Your instructions:
For every line in the data below that contains "strokeStyle", copy the line.

Supplied data:
<<<<

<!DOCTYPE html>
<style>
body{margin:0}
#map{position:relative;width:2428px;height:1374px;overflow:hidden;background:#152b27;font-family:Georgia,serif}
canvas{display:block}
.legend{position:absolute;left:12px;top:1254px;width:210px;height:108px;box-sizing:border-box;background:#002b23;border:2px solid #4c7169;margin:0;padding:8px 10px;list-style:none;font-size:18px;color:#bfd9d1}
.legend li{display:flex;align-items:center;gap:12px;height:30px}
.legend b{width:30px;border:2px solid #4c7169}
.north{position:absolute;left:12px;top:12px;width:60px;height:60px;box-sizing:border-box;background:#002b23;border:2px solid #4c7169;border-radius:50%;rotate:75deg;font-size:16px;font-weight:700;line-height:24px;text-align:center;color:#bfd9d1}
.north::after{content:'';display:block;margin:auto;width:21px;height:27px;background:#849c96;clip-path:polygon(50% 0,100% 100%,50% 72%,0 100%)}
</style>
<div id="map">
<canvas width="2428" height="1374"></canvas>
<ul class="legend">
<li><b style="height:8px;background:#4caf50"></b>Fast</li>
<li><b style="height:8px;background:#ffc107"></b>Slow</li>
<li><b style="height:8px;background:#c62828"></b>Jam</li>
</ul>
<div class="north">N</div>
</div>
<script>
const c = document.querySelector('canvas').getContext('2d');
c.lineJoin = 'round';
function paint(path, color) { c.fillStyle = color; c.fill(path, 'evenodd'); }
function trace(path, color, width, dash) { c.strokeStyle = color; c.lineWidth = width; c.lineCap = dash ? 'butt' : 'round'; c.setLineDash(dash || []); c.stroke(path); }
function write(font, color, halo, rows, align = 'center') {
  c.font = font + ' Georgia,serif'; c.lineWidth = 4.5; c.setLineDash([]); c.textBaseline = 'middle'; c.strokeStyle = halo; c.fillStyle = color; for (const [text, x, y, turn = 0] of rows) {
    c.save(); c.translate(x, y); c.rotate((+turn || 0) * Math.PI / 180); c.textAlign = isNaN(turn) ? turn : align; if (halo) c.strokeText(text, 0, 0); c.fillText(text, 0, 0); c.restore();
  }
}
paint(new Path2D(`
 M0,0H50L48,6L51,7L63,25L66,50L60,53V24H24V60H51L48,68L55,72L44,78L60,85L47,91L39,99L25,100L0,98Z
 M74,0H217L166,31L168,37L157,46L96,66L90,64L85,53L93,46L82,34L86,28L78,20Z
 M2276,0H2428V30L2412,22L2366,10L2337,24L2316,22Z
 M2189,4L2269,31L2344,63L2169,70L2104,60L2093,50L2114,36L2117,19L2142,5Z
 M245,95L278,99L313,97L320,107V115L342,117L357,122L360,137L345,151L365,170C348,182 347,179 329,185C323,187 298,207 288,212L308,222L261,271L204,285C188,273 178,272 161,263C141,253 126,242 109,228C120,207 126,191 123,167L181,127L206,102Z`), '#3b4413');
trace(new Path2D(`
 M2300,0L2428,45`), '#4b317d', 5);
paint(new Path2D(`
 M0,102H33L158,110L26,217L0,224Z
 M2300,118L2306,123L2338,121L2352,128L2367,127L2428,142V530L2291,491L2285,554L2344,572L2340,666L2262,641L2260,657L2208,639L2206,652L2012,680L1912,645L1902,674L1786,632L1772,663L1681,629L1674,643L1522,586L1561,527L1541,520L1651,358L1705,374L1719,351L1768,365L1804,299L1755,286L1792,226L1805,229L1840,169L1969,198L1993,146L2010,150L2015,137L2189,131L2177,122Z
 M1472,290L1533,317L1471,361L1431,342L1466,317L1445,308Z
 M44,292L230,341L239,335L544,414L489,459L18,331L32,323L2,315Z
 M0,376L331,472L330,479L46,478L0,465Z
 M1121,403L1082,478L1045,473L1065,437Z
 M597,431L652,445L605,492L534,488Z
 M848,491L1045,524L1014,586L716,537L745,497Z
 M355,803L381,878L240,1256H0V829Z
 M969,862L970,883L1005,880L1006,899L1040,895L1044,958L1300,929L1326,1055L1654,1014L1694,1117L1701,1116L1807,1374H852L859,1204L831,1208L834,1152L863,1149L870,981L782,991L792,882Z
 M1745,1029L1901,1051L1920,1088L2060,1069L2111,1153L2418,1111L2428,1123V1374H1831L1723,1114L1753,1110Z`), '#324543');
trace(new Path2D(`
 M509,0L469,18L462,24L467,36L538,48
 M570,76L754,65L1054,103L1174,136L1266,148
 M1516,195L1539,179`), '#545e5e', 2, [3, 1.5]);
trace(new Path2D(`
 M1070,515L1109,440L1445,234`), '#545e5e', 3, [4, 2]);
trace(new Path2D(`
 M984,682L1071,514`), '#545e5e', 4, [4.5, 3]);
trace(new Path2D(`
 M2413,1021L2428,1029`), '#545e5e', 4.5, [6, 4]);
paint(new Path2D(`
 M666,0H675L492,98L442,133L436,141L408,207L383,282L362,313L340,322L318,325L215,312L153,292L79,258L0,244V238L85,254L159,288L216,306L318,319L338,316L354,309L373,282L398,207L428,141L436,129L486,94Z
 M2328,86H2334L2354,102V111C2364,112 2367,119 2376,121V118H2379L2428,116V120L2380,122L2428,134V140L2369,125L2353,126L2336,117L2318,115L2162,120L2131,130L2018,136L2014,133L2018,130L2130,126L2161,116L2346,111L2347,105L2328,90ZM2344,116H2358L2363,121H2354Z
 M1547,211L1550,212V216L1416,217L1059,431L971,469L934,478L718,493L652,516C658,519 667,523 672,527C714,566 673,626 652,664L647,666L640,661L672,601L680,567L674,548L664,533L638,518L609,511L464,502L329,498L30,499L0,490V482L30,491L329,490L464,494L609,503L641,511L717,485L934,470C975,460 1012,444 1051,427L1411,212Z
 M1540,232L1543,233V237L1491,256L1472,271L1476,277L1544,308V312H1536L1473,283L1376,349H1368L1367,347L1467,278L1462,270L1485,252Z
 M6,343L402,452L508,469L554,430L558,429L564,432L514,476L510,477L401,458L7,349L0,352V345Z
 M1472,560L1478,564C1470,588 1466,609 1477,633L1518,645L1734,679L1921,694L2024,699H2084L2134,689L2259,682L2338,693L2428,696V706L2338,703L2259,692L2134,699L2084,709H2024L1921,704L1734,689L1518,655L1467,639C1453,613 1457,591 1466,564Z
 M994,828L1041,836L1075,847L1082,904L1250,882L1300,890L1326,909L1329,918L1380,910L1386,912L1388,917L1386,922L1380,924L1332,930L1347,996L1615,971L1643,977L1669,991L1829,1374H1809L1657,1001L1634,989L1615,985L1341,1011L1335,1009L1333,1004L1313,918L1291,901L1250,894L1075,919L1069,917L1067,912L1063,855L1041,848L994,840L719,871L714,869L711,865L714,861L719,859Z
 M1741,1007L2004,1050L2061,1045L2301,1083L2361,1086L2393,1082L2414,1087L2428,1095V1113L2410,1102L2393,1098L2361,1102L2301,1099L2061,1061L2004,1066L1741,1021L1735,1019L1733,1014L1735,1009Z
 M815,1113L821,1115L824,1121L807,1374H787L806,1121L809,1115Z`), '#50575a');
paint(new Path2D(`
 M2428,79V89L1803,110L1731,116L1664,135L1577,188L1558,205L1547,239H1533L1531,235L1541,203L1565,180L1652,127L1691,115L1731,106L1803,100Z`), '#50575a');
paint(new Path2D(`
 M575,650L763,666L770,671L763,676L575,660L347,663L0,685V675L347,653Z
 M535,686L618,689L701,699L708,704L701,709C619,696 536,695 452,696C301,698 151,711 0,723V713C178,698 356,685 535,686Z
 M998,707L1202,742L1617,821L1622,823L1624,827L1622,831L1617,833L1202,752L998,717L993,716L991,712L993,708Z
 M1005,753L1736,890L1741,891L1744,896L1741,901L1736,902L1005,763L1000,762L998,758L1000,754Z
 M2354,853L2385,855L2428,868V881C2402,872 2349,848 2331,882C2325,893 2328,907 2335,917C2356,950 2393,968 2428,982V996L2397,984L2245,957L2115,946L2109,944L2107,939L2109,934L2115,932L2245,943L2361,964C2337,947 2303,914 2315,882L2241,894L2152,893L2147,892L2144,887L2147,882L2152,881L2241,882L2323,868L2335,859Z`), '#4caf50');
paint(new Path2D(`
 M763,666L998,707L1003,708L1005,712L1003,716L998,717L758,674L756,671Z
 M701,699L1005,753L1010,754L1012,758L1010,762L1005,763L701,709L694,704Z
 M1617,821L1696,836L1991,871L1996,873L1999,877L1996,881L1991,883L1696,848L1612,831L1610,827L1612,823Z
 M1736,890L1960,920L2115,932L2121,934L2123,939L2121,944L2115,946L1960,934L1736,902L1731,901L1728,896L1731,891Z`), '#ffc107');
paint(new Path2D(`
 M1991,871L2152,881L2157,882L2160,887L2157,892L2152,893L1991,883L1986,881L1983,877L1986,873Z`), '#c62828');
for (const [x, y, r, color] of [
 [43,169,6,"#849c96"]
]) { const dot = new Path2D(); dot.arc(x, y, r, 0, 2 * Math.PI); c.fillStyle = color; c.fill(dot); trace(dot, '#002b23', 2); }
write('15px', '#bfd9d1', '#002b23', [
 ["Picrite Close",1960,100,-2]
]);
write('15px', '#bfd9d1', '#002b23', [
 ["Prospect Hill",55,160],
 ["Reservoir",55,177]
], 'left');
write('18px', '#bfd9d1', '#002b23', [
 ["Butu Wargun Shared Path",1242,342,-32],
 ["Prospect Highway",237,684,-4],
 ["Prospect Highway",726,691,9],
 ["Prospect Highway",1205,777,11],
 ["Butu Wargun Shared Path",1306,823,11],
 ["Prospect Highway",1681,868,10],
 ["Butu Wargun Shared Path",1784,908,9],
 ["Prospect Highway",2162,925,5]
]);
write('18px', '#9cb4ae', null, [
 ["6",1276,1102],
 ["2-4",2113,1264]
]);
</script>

>>>>

Solution to the problem:
function trace(path, color, width, dash) { c.strokeStyle = color; c.lineWidth = width; c.lineCap = dash ? 'butt' : 'round'; c.setLineDash(dash || []); c.stroke(path); }
  c.font = font + ' Georgia,serif'; c.lineWidth = 4.5; c.setLineDash([]); c.textBaseline = 'middle'; c.strokeStyle = halo; c.fillStyle = color; for (const [text, x, y, turn = 0] of rows) {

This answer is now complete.